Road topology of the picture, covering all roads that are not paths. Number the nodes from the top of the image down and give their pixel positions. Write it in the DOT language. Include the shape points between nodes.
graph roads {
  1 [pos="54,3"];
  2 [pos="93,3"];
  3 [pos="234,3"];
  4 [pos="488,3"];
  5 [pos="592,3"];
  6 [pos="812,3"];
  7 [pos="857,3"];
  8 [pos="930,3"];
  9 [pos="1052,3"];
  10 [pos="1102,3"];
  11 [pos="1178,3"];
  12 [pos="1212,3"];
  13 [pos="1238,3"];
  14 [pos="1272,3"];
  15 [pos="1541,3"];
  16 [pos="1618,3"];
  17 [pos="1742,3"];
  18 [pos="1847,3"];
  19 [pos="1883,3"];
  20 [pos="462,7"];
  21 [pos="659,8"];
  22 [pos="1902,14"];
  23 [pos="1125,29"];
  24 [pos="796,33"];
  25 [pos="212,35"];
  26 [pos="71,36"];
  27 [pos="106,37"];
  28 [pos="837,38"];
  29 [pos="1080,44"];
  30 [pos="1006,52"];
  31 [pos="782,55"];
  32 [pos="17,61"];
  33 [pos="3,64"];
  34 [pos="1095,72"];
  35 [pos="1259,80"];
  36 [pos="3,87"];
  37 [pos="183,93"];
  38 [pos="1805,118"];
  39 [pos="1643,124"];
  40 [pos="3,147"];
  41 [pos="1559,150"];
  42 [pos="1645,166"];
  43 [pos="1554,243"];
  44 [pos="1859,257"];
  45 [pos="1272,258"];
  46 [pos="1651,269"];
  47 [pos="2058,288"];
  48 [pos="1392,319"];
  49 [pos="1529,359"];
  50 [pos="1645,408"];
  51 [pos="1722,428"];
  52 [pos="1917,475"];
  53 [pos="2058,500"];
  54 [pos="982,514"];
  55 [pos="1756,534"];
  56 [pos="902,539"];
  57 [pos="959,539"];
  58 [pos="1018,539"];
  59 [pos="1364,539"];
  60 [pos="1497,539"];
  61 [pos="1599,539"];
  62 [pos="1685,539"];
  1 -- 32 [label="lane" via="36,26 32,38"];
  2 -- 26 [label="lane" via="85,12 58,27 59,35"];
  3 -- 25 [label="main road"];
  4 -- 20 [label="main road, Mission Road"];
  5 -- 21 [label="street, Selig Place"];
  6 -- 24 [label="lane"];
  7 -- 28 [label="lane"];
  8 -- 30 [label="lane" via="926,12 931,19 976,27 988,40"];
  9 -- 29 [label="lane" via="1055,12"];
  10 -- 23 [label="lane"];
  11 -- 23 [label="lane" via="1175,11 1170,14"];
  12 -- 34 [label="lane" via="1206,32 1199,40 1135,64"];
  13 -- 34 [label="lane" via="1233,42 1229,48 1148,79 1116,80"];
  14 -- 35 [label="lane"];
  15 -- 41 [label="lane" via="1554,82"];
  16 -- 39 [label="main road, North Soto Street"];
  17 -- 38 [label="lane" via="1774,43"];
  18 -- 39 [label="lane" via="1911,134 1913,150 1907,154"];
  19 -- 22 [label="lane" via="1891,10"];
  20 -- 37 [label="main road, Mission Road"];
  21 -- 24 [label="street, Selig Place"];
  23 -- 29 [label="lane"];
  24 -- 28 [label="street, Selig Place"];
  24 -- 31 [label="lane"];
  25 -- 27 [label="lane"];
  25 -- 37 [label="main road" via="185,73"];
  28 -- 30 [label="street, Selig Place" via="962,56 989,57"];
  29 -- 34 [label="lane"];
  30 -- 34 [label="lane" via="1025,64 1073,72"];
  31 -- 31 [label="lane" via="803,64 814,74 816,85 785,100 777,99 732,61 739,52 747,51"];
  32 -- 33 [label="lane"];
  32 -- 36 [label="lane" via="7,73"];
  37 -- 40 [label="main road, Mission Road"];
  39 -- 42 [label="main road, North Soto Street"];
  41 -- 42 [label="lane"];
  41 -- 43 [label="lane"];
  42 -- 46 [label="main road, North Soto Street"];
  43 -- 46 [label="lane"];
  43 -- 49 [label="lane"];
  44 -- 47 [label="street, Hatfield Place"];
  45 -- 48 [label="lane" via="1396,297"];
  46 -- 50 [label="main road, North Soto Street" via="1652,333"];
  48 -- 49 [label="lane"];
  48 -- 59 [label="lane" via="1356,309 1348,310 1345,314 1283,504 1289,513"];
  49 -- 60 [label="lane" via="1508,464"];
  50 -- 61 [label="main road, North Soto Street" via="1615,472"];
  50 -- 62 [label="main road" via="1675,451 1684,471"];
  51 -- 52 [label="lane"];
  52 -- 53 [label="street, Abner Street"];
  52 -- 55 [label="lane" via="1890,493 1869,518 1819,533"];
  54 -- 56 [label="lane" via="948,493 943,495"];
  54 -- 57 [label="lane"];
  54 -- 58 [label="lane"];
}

══════════

Activity —
Copy out every record above exactly as written.

The completed task —
Road topology of the picture, covering all roads that are not paths. Number the nodes from the top of the image down and give their pixel positions. Write it in the DOT language. Include the shape points between nodes.
graph roads {
  1 [pos="54,3"];
  2 [pos="93,3"];
  3 [pos="234,3"];
  4 [pos="488,3"];
  5 [pos="592,3"];
  6 [pos="812,3"];
  7 [pos="857,3"];
  8 [pos="930,3"];
  9 [pos="1052,3"];
  10 [pos="1102,3"];
  11 [pos="1178,3"];
  12 [pos="1212,3"];
  13 [pos="1238,3"];
  14 [pos="1272,3"];
  15 [pos="1541,3"];
  16 [pos="1618,3"];
  17 [pos="1742,3"];
  18 [pos="1847,3"];
  19 [pos="1883,3"];
  20 [pos="462,7"];
  21 [pos="659,8"];
  22 [pos="1902,14"];
  23 [pos="1125,29"];
  24 [pos="796,33"];
  25 [pos="212,35"];
  26 [pos="71,36"];
  27 [pos="106,37"];
  28 [pos="837,38"];
  29 [pos="1080,44"];
  30 [pos="1006,52"];
  31 [pos="782,55"];
  32 [pos="17,61"];
  33 [pos="3,64"];
  34 [pos="1095,72"];
  35 [pos="1259,80"];
  36 [pos="3,87"];
  37 [pos="183,93"];
  38 [pos="1805,118"];
  39 [pos="1643,124"];
  40 [pos="3,147"];
  41 [pos="1559,150"];
  42 [pos="1645,166"];
  43 [pos="1554,243"];
  44 [pos="1859,257"];
  45 [pos="1272,258"];
  46 [pos="1651,269"];
  47 [pos="2058,288"];
  48 [pos="1392,319"];
  49 [pos="1529,359"];
  50 [pos="1645,408"];
  51 [pos="1722,428"];
  52 [pos="1917,475"];
  53 [pos="2058,500"];
  54 [pos="982,514"];
  55 [pos="1756,534"];
  56 [pos="902,539"];
  57 [pos="959,539"];
  58 [pos="1018,539"];
  59 [pos="1364,539"];
  60 [pos="1497,539"];
  61 [pos="1599,539"];
  62 [pos="1685,539"];
  1 -- 32 [label="lane" via="36,26 32,38"];
  2 -- 26 [label="lane" via="85,12 58,27 59,35"];
  3 -- 25 [label="main road"];
  4 -- 20 [label="main road, Mission Road"];
  5 -- 21 [label="street, Selig Place"];
  6 -- 24 [label="lane"];
  7 -- 28 [label="lane"];
  8 -- 30 [label="lane" via="926,12 931,19 976,27 988,40"];
  9 -- 29 [label="lane" via="1055,12"];
  10 -- 23 [label="lane"];
  11 -- 23 [label="lane" via="1175,11 1170,14"];
  12 -- 34 [label="lane" via="1206,32 1199,40 1135,64"];
  13 -- 34 [label="lane" via="1233,42 1229,48 1148,79 1116,80"];
  14 -- 35 [label="lane"];
  15 -- 41 [label="lane" via="1554,82"];
  16 -- 39 [label="main road, North Soto Street"];
  17 -- 38 [label="lane" via="1774,43"];
  18 -- 39 [label="lane" via="1911,134 1913,150 1907,154"];
  19 -- 22 [label="lane" via="1891,10"];
  20 -- 37 [label="main road, Mission Road"];
  21 -- 24 [label="street, Selig Place"];
  23 -- 29 [label="lane"];
  24 -- 28 [label="street, Selig Place"];
  24 -- 31 [label="lane"];
  25 -- 27 [label="lane"];
  25 -- 37 [label="main road" via="185,73"];
  28 -- 30 [label="street, Selig Place" via="962,56 989,57"];
  29 -- 34 [label="lane"];
  30 -- 34 [label="lane" via="1025,64 1073,72"];
  31 -- 31 [label="lane" via="803,64 814,74 816,85 785,100 777,99 732,61 739,52 747,51"];
  32 -- 33 [label="lane"];
  32 -- 36 [label="lane" via="7,73"];
  37 -- 40 [label="main road, Mission Road"];
  39 -- 42 [label="main road, North Soto Street"];
  41 -- 42 [label="lane"];
  41 -- 43 [label="lane"];
  42 -- 46 [label="main road, North Soto Street"];
  43 -- 46 [label="lane"];
  43 -- 49 [label="lane"];
  44 -- 47 [label="street, Hatfield Place"];
  45 -- 48 [label="lane" via="1396,297"];
  46 -- 50 [label="main road, North Soto Street" via="1652,333"];
  48 -- 49 [label="lane"];
  48 -- 59 [label="lane" via="1356,309 1348,310 1345,314 1283,504 1289,513"];
  49 -- 60 [label="lane" via="1508,464"];
  50 -- 61 [label="main road, North Soto Street" via="1615,472"];
  50 -- 62 [label="main road" via="1675,451 1684,471"];
  51 -- 52 [label="lane"];
  52 -- 53 [label="street, Abner Street"];
  52 -- 55 [label="lane" via="1890,493 1869,518 1819,533"];
  54 -- 56 [label="lane" via="948,493 943,495"];
  54 -- 57 [label="lane"];
  54 -- 58 [label="lane"];
}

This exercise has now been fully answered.